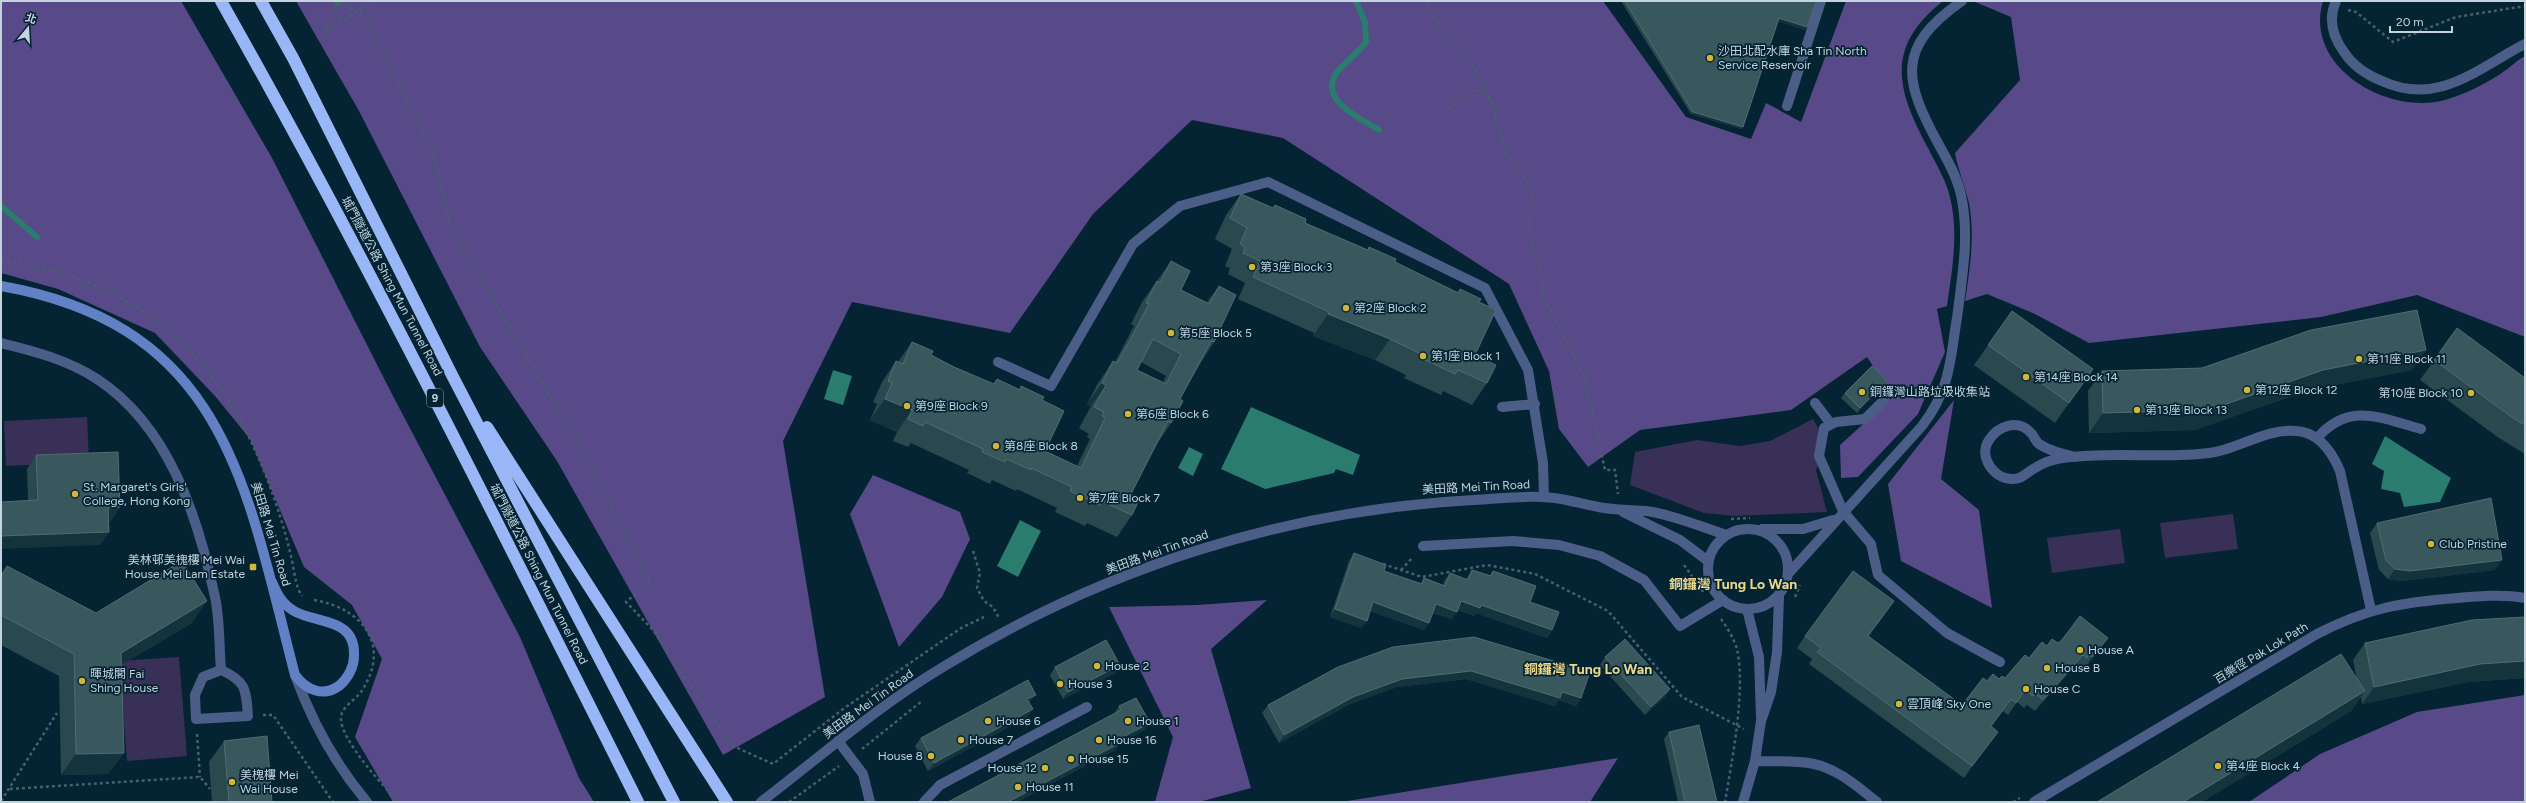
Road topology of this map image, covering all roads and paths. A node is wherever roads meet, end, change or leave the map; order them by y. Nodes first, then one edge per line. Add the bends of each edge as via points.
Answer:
1 (221, 1) edge
2 (261, 1) edge
3 (335, 1) edge
4 (339, 1) edge
5 (374, 1) edge
6 (1427, 1) edge
7 (1821, 1) edge
8 (1962, 1) edge
9 (2335, 4) edge
10 (337, 5) junction
11 (2525, 6) edge
12 (356, 12) junction
13 (2525, 44) edge
14 (1491, 100) junction
15 (1787, 106) dead end
16 (1448, 108) dead end
17 (1, 286) edge
18 (1, 343) edge
19 (998, 362) dead end
20 (453, 377) junction
21 (1885, 399) dead end
22 (1815, 403) dead end
23 (1535, 404) junction
24 (1502, 407) dead end
25 (1831, 424) junction
26 (2421, 429) dead end
27 (2317, 438) junction
28 (2076, 457) junction
29 (1618, 494) dead end
30 (1544, 497) junction
31 (1620, 511) junction
32 (1843, 511) junction
33 (1835, 520) junction
34 (1756, 529) junction
35 (1726, 534) junction
36 (1423, 546) dead end
37 (974, 551) dead end
38 (1679, 560) dead end
39 (1708, 561) junction
40 (1377, 562) edge
41 (1789, 573) junction
42 (1802, 580) dead end
43 (272, 582) junction
44 (1779, 596) junction
45 (2525, 598) edge
46 (1723, 600) junction
47 (1793, 602) dead end
48 (1712, 606) junction
49 (1747, 609) junction
50 (2371, 610) junction
51 (984, 617) dead end
52 (999, 618) dead end
53 (2000, 662) dead end
54 (221, 670) junction
55 (295, 675) junction
56 (925, 699) dead end
57 (1087, 708) dead end
58 (57, 713) dead end
59 (248, 716) junction
60 (196, 719) junction
61 (1761, 721) junction
62 (1736, 725) junction
63 (890, 727) dead end
64 (1759, 736) junction
65 (838, 741) junction
66 (1755, 761) junction
67 (200, 777) junction
68 (10, 789) junction
69 (210, 789) dead end
70 (1, 801) edge
71 (333, 802) edge
72 (367, 802) edge
73 (545, 802) edge
74 (557, 802) edge
75 (638, 802) edge
76 (674, 802) edge
77 (727, 802) edge
78 (762, 802) edge
79 (870, 802) edge
80 (924, 802) edge
81 (1726, 802) edge
82 (1744, 802) edge
83 (1877, 802) edge
84 (2034, 802) edge

1 - 75 highway, 城門隧道公路 Shing Mun Tunnel Road / 9 via 270,87 427,381
2 - 20 highway, 城門隧道公路 Shing Mun Tunnel Road / 9 via 293,58
3 - 10 path
4 - 10 path
4 - 12 path
5 - 12 path
6 - 14 path via 1430,14 1470,61
7 - 15 street
8 - 32 street via 1928,29 1915,53 1912,72 1918,106 1956,179 1965,217 1965,255 1948,374 1938,401 1922,426
9 - 11 path via 2356,12 2393,42 2456,17
9 - 13 street via 2332,23 2334,33 2347,58 2368,75 2398,87 2431,88 2456,82 2481,71
10 - 12 path via 324,33
12 - 51 path via 368,21 433,152 450,226 587,459 650,582 626,602 653,630 731,745 773,764 842,709 961,628
14 - 16 path via 1476,89
14 - 29 path via 1505,152 1528,183 1531,192 1530,237 1540,262 1543,296 1584,375 1605,470 1615,470
17 - 43 street, 美田路 Mei Tin Road via 47,295 105,318 142,342 177,373 205,410 230,452 253,512
18 - 54 street via 55,359 96,379 123,400 162,447 184,494 213,592
19 - 23 street via 1051,386 1133,244 1180,206 1268,182 1484,288 1528,370
20 - 76 highway, 城門隧道公路 Shing Mun Tunnel Road / 9
20 - 77 highway via 533,496
21 - 25 street via 1866,418
22 - 25 street
23 - 24 street
23 - 30 street via 1543,464
25 - 32 street via 1824,428 1819,456
26 - 27 street via 2362,414 2329,424
27 - 28 street via 2297,431 2276,432 2210,453
27 - 50 street via 2332,452 2340,471
28 - 28 street via 2048,462 2024,476 2012,479 1999,476 1990,468 1985,456 1987,443 1994,432 2005,426 2018,426 2029,431 2038,443
30 - 31 street, 美田路 Mei Tin Road
30 - 65 street, 美田路 Mei Tin Road via 1416,503 1341,514 1260,531 1164,561 1080,595 1006,630 914,685
31 - 35 street, 美田路 Mei Tin Road via 1648,511
31 - 39 street, 美田路 Mei Tin Road via 1680,540
32 - 33 street
32 - 53 street via 1870,544 1878,575 1947,633
33 - 34 street via 1803,529
33 - 41 street
34 - 35 street via 1736,530
34 - 41 street via 1777,540 1788,561
35 - 39 street via 1712,550
36 - 48 street via 1513,542 1559,545 1600,556 1644,580 1680,626
37 - 52 path via 980,573 978,588 984,601 993,607
38 - 48 path via 1688,568
39 - 46 street via 1710,581
40 - 62 path via 1422,577 1488,565 1535,574 1608,611 1682,697
41 - 44 street
42 - 47 path
43 - 55 street, 美田路 Mei Tin Road
43 - 55 street via 280,598 290,608 303,615 338,625 348,634 354,647 354,660 350,672 340,685 333,689 314,691 304,686
44 - 49 street via 1759,608
44 - 61 street via 1776,659 1771,692
45 - 50 street, 百樂徑 Pak Lok Path via 2501,596 2426,600
46 - 48 street
46 - 49 street via 1734,607
48 - 62 path via 1736,648 1740,674
49 - 61 street via 1759,657
50 - 84 street, 百樂徑 Pak Lok Path via 2318,634
54 - 59 street via 237,677 246,691
54 - 60 street via 203,677 196,695
55 - 72 street, 美田路 Mei Tin Road via 313,719 332,754
56 - 63 path
57 - 80 street via 940,785
58 - 68 path
59 - 60 street
59 - 71 path via 273,715
60 - 67 path
61 - 64 street
62 - 64 path
62 - 81 path
64 - 66 street
65 - 78 street, 美田路 Mei Tin Road
65 - 79 street via 863,774
66 - 82 street
66 - 83 street via 1813,764 1826,768
67 - 68 path
67 - 69 path
68 - 70 path
73 - 74 path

**Task to carry out**
Word for word, write out each of the records, but not the pictures.

**Response**
Road topology of this map image, covering all roads and paths. A node is wherever roads meet, end, change or leave the map; order them by y. Nodes first, then one edge per line. Add the bends of each edge as via points.
Answer:
1 (221, 1) edge
2 (261, 1) edge
3 (335, 1) edge
4 (339, 1) edge
5 (374, 1) edge
6 (1427, 1) edge
7 (1821, 1) edge
8 (1962, 1) edge
9 (2335, 4) edge
10 (337, 5) junction
11 (2525, 6) edge
12 (356, 12) junction
13 (2525, 44) edge
14 (1491, 100) junction
15 (1787, 106) dead end
16 (1448, 108) dead end
17 (1, 286) edge
18 (1, 343) edge
19 (998, 362) dead end
20 (453, 377) junction
21 (1885, 399) dead end
22 (1815, 403) dead end
23 (1535, 404) junction
24 (1502, 407) dead end
25 (1831, 424) junction
26 (2421, 429) dead end
27 (2317, 438) junction
28 (2076, 457) junction
29 (1618, 494) dead end
30 (1544, 497) junction
31 (1620, 511) junction
32 (1843, 511) junction
33 (1835, 520) junction
34 (1756, 529) junction
35 (1726, 534) junction
36 (1423, 546) dead end
37 (974, 551) dead end
38 (1679, 560) dead end
39 (1708, 561) junction
40 (1377, 562) edge
41 (1789, 573) junction
42 (1802, 580) dead end
43 (272, 582) junction
44 (1779, 596) junction
45 (2525, 598) edge
46 (1723, 600) junction
47 (1793, 602) dead end
48 (1712, 606) junction
49 (1747, 609) junction
50 (2371, 610) junction
51 (984, 617) dead end
52 (999, 618) dead end
53 (2000, 662) dead end
54 (221, 670) junction
55 (295, 675) junction
56 (925, 699) dead end
57 (1087, 708) dead end
58 (57, 713) dead end
59 (248, 716) junction
60 (196, 719) junction
61 (1761, 721) junction
62 (1736, 725) junction
63 (890, 727) dead end
64 (1759, 736) junction
65 (838, 741) junction
66 (1755, 761) junction
67 (200, 777) junction
68 (10, 789) junction
69 (210, 789) dead end
70 (1, 801) edge
71 (333, 802) edge
72 (367, 802) edge
73 (545, 802) edge
74 (557, 802) edge
75 (638, 802) edge
76 (674, 802) edge
77 (727, 802) edge
78 (762, 802) edge
79 (870, 802) edge
80 (924, 802) edge
81 (1726, 802) edge
82 (1744, 802) edge
83 (1877, 802) edge
84 (2034, 802) edge

1 - 75 highway, 城門隧道公路 Shing Mun Tunnel Road / 9 via 270,87 427,381
2 - 20 highway, 城門隧道公路 Shing Mun Tunnel Road / 9 via 293,58
3 - 10 path
4 - 10 path
4 - 12 path
5 - 12 path
6 - 14 path via 1430,14 1470,61
7 - 15 street
8 - 32 street via 1928,29 1915,53 1912,72 1918,106 1956,179 1965,217 1965,255 1948,374 1938,401 1922,426
9 - 11 path via 2356,12 2393,42 2456,17
9 - 13 street via 2332,23 2334,33 2347,58 2368,75 2398,87 2431,88 2456,82 2481,71
10 - 12 path via 324,33
12 - 51 path via 368,21 433,152 450,226 587,459 650,582 626,602 653,630 731,745 773,764 842,709 961,628
14 - 16 path via 1476,89
14 - 29 path via 1505,152 1528,183 1531,192 1530,237 1540,262 1543,296 1584,375 1605,470 1615,470
17 - 43 street, 美田路 Mei Tin Road via 47,295 105,318 142,342 177,373 205,410 230,452 253,512
18 - 54 street via 55,359 96,379 123,400 162,447 184,494 213,592
19 - 23 street via 1051,386 1133,244 1180,206 1268,182 1484,288 1528,370
20 - 76 highway, 城門隧道公路 Shing Mun Tunnel Road / 9
20 - 77 highway via 533,496
21 - 25 street via 1866,418
22 - 25 street
23 - 24 street
23 - 30 street via 1543,464
25 - 32 street via 1824,428 1819,456
26 - 27 street via 2362,414 2329,424
27 - 28 street via 2297,431 2276,432 2210,453
27 - 50 street via 2332,452 2340,471
28 - 28 street via 2048,462 2024,476 2012,479 1999,476 1990,468 1985,456 1987,443 1994,432 2005,426 2018,426 2029,431 2038,443
30 - 31 street, 美田路 Mei Tin Road
30 - 65 street, 美田路 Mei Tin Road via 1416,503 1341,514 1260,531 1164,561 1080,595 1006,630 914,685
31 - 35 street, 美田路 Mei Tin Road via 1648,511
31 - 39 street, 美田路 Mei Tin Road via 1680,540
32 - 33 street
32 - 53 street via 1870,544 1878,575 1947,633
33 - 34 street via 1803,529
33 - 41 street
34 - 35 street via 1736,530
34 - 41 street via 1777,540 1788,561
35 - 39 street via 1712,550
36 - 48 street via 1513,542 1559,545 1600,556 1644,580 1680,626
37 - 52 path via 980,573 978,588 984,601 993,607
38 - 48 path via 1688,568
39 - 46 street via 1710,581
40 - 62 path via 1422,577 1488,565 1535,574 1608,611 1682,697
41 - 44 street
42 - 47 path
43 - 55 street, 美田路 Mei Tin Road
43 - 55 street via 280,598 290,608 303,615 338,625 348,634 354,647 354,660 350,672 340,685 333,689 314,691 304,686
44 - 49 street via 1759,608
44 - 61 street via 1776,659 1771,692
45 - 50 street, 百樂徑 Pak Lok Path via 2501,596 2426,600
46 - 48 street
46 - 49 street via 1734,607
48 - 62 path via 1736,648 1740,674
49 - 61 street via 1759,657
50 - 84 street, 百樂徑 Pak Lok Path via 2318,634
54 - 59 street via 237,677 246,691
54 - 60 street via 203,677 196,695
55 - 72 street, 美田路 Mei Tin Road via 313,719 332,754
56 - 63 path
57 - 80 street via 940,785
58 - 68 path
59 - 60 street
59 - 71 path via 273,715
60 - 67 path
61 - 64 street
62 - 64 path
62 - 81 path
64 - 66 street
65 - 78 street, 美田路 Mei Tin Road
65 - 79 street via 863,774
66 - 82 street
66 - 83 street via 1813,764 1826,768
67 - 68 path
67 - 69 path
68 - 70 path
73 - 74 path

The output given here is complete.